Cindy Booker recalled her mother telling her and her brothers, “School is going to be different this year,” as she prepared to enter the first grade. On September 2, 1971, Booker was one among many Black students bussed from their neighborhood school Eugene Field to Nathan Hale school approximately a mile-and-a-half away, in what became known as the Hale-Field pairing.

This initiative turned Hale into a K-3 school, and Field was transformed into a center for fourth through sixth graders, allowing both schools to achieve a 70 to 30 percent balance between White students and students of color.

Legendary community leaders like W. Harry Davis, Sr., and Dr. Richard Green were among those who championed the move, while many in the White community, including Minneapolis Mayor Charles Stenvig and a majority of parents in the Hale neighborhood, opposed combining the two schools.

By contrast, as Booker recalled, most Black parents expressed little opposition to desegregation but feared for the safety of their children.
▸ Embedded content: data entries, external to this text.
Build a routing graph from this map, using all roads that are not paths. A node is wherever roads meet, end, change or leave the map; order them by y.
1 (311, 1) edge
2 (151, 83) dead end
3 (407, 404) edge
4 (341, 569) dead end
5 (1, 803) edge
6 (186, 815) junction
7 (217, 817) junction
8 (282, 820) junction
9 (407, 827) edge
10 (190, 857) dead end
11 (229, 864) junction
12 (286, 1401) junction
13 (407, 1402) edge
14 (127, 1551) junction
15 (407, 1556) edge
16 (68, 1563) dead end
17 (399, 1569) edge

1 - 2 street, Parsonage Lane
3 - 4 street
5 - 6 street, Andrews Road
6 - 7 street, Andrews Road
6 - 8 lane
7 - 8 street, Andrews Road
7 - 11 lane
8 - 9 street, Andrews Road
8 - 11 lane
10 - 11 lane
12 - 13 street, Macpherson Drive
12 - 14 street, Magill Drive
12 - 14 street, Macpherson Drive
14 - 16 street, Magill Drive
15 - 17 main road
Although threats of violence were made, nothing serious ever materialized. And, by most accounts, the Hale-Field affiliation seems to have been a success.

“I think that everyone I’ve encountered who experienced this pairing first-hand looks back at it fondly,” said Hennepin History Museum Curator Alyssa Thiede. “That includes alumni, teachers, administrators, community members and others. These are the people that tell the history in our exhibit.”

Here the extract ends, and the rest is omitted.